We brought Keith Rowe, and Fushitsusha, and Whitehouse, and Pan Sonic, and all kinds of stuff. We did a Mego showcase in 2000, so we really introduced a lot of that stuff to people in Australia for the first time.
Robbie Avenaim and I grew up in Sydney. He was a drummer and I was a drummer. We went to the same school and I was a year above him. We used to talk about music all the time and ended up playing together a lot as teenagers, and got into jazz together, and noise, and all kinds of stuff. We had a noise punk band called Phlegm in the early ’90s which went to Japan twice, and we played in New York as well. John Zorn was very encouraging and liked what we were doing and eventually he released a duo CD of ours. We’ve played together for, I don’t know, 20 or 30 years.

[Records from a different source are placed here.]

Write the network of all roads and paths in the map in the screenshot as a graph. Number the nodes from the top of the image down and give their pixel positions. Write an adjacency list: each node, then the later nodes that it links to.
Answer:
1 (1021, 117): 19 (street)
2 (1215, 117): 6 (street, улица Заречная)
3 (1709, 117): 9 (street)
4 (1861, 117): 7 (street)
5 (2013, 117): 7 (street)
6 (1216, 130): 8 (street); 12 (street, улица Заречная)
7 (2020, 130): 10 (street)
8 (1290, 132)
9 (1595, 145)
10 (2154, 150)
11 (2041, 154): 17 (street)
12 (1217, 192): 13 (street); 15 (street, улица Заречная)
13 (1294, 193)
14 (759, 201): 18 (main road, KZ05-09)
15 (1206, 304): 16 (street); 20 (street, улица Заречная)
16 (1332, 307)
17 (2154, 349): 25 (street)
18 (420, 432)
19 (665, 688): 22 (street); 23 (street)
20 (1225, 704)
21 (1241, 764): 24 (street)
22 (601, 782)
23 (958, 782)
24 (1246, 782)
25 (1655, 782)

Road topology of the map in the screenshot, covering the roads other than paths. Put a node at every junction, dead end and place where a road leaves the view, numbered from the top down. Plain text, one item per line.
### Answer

She opened the door and I looked and John Zorn was asleep on the couch and Yamantaka Eye from Boredoms was asleep on the other couch.

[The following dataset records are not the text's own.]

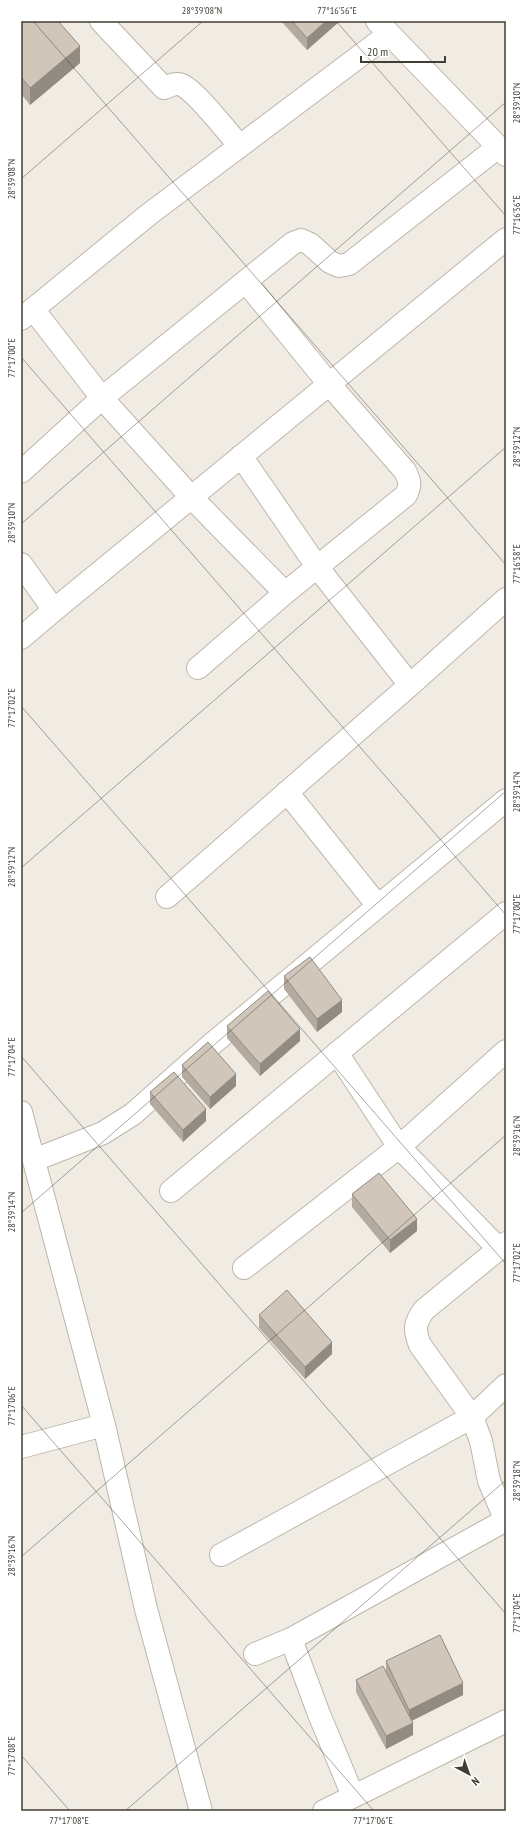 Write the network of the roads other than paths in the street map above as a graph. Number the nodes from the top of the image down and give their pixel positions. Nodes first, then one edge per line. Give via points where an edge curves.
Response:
1 (101, 21) edge
2 (383, 27) edge
3 (240, 146) junction
4 (502, 151) edge
5 (506, 239) edge
6 (246, 282) junction
7 (27, 314) edge
8 (329, 384) junction
9 (102, 398) junction
10 (240, 456) junction
11 (21, 472) edge
12 (191, 497) junction
13 (21, 564) edge
14 (318, 568) junction
15 (285, 594) junction
16 (506, 599) edge
17 (54, 610) junction
18 (21, 638) edge
19 (198, 668) dead end
20 (410, 685) junction
21 (287, 792) junction
22 (506, 800) edge
23 (167, 898) dead end
24 (378, 906) junction
25 (506, 913) edge
26 (506, 1051) edge
27 (337, 1053) junction
28 (21, 1112) edge
29 (399, 1147) junction
30 (34, 1160) junction
31 (171, 1191) dead end
32 (502, 1246) edge
33 (244, 1268) dead end
34 (506, 1385) edge
35 (472, 1417) junction
36 (104, 1425) junction
37 (21, 1447) edge
38 (506, 1520) edge
39 (221, 1555) dead end
40 (291, 1639) junction
41 (255, 1654) dead end
42 (506, 1721) edge
43 (353, 1796) junction
44 (201, 1811) edge
45 (324, 1811) edge

1 - 3 street via 164,88 174,84 181,85 200,101
2 - 3 street
2 - 4 street
3 - 7 street via 148,215
4 - 6 street via 349,264 339,266 330,262 310,244 301,240 292,243
5 - 8 street
6 - 8 street
6 - 9 street
7 - 9 street
8 - 10 street
8 - 14 street via 405,471 410,480 410,487 406,495
9 - 11 street
9 - 12 street
10 - 12 street
10 - 14 street
12 - 15 street
12 - 17 street
13 - 17 street
14 - 15 street
14 - 20 street
15 - 19 street
16 - 20 street
17 - 18 street
20 - 21 street
21 - 23 street
21 - 24 street
22 - 24 street
24 - 30 street via 212,1044 133,1114 103,1133
25 - 27 street
26 - 29 street
27 - 29 street
27 - 31 street
28 - 30 street
29 - 32 street
29 - 33 street
30 - 36 street
32 - 35 street via 424,1310 417,1321 416,1334 420,1345
34 - 35 street
35 - 38 street via 481,1441 489,1481
35 - 39 street
36 - 37 street
36 - 44 street via 146,1609
38 - 40 street
40 - 41 street
40 - 43 street
42 - 43 street
43 - 45 street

We both played with Zorn in 1993. Zorn invited us to play at his 40th birthday celebrations at the old Knitting Factory. Initially he invited us to do our thing. I remember we were packing up and he said, “Why are you packing up?” We said, “Because we’re finished.” He said, “No no no, leave your stuff here because you’re playing with us tomorrow night.” I looked at the bill for the next night and it was Zorn and Fred Frith and Ikue Mori and Arto Lindsay and all these people. We were pretty excited – we were 21 or 22. The next night we played with all those guys. Then I went home and then the next morning I got a phone call at like seven in the morning, “Go to the Knitting Factory, you need to learn this piece of mine. I need you to play guitar.”
He was super encouraging because he really didn’t know what we did. He’d never heard what we did. This is before email or the internet. Someone introduced me to him in New York, this woman called Stephanie Stone. There’s a club called The Stone and it’s named after Stephanie and Irving Stone. She was this older Jewish lady that was at all the hip gigs in New York. Like, every gig that was cool, she would be in the front with her husband. He would walk outside and smoke a joint and then come back in. They were just always there. One day she said to me, “I see you at all these gigs, have you met John before?” I said, “No.” She said, “You’ve got to meet John.” She kind of dragged me upstairs into this dressing room.

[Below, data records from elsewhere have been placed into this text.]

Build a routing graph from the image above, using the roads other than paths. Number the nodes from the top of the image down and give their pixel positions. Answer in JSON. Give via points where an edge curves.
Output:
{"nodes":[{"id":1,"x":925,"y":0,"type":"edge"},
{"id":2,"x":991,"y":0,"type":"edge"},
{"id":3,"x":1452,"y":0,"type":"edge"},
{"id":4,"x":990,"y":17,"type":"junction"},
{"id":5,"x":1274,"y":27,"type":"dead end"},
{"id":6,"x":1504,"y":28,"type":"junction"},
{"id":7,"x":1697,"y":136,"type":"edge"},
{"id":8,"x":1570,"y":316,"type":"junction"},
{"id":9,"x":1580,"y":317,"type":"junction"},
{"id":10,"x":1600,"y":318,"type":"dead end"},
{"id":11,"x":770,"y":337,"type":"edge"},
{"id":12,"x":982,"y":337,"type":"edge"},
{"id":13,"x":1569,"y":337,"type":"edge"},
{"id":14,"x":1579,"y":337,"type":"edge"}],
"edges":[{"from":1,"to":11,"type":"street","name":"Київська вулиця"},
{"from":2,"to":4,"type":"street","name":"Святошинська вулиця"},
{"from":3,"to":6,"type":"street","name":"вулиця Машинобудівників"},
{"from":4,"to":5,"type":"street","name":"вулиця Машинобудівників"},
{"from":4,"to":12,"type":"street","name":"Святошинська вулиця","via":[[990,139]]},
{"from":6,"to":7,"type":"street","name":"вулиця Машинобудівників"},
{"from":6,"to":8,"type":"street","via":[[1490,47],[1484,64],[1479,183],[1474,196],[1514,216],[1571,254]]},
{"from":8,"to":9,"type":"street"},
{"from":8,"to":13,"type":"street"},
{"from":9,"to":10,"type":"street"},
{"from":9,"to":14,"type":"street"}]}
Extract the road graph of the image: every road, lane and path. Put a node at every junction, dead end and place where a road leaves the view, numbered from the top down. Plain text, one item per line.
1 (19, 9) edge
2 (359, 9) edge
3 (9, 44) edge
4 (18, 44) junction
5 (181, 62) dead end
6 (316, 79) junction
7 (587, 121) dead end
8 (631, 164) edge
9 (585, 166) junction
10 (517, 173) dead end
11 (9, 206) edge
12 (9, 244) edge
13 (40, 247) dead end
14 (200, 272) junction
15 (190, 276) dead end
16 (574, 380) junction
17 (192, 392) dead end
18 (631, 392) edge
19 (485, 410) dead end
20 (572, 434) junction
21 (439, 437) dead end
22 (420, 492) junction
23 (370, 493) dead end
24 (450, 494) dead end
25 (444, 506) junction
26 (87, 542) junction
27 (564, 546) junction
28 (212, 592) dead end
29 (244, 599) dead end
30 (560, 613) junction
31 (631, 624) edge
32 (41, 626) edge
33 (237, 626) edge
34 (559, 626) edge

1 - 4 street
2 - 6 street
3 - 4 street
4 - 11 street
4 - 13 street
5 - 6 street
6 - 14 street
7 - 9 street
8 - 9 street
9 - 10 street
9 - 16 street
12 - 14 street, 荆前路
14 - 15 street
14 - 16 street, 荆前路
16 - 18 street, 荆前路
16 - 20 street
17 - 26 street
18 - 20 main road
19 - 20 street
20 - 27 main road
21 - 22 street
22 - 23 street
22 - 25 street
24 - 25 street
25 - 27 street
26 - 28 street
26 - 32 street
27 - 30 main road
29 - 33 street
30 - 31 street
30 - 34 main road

She opened the door and I looked and John Zorn was asleep on the couch and Yamantaka Eye from Boredoms was asleep on the other couch. She started saying, “John, John, wake up.” I said, “Don’t wake him up.” She woke him up and we ended up having this hour-long or two-hour-long conversation, which was really fun, and we really got along. He wrote me a list of all these records that I should look for. About six months or a year after that I was back in Australia and I faxed him about something and he said, “Why don’t you come and play at my festival?” I said, “You haven’t even heard what we do.” He’s like, “That’s okay.” We just went and did it. Pretty amazing the way a lot of older musicians in those days were very gracious and open to younger people, and very encouraging.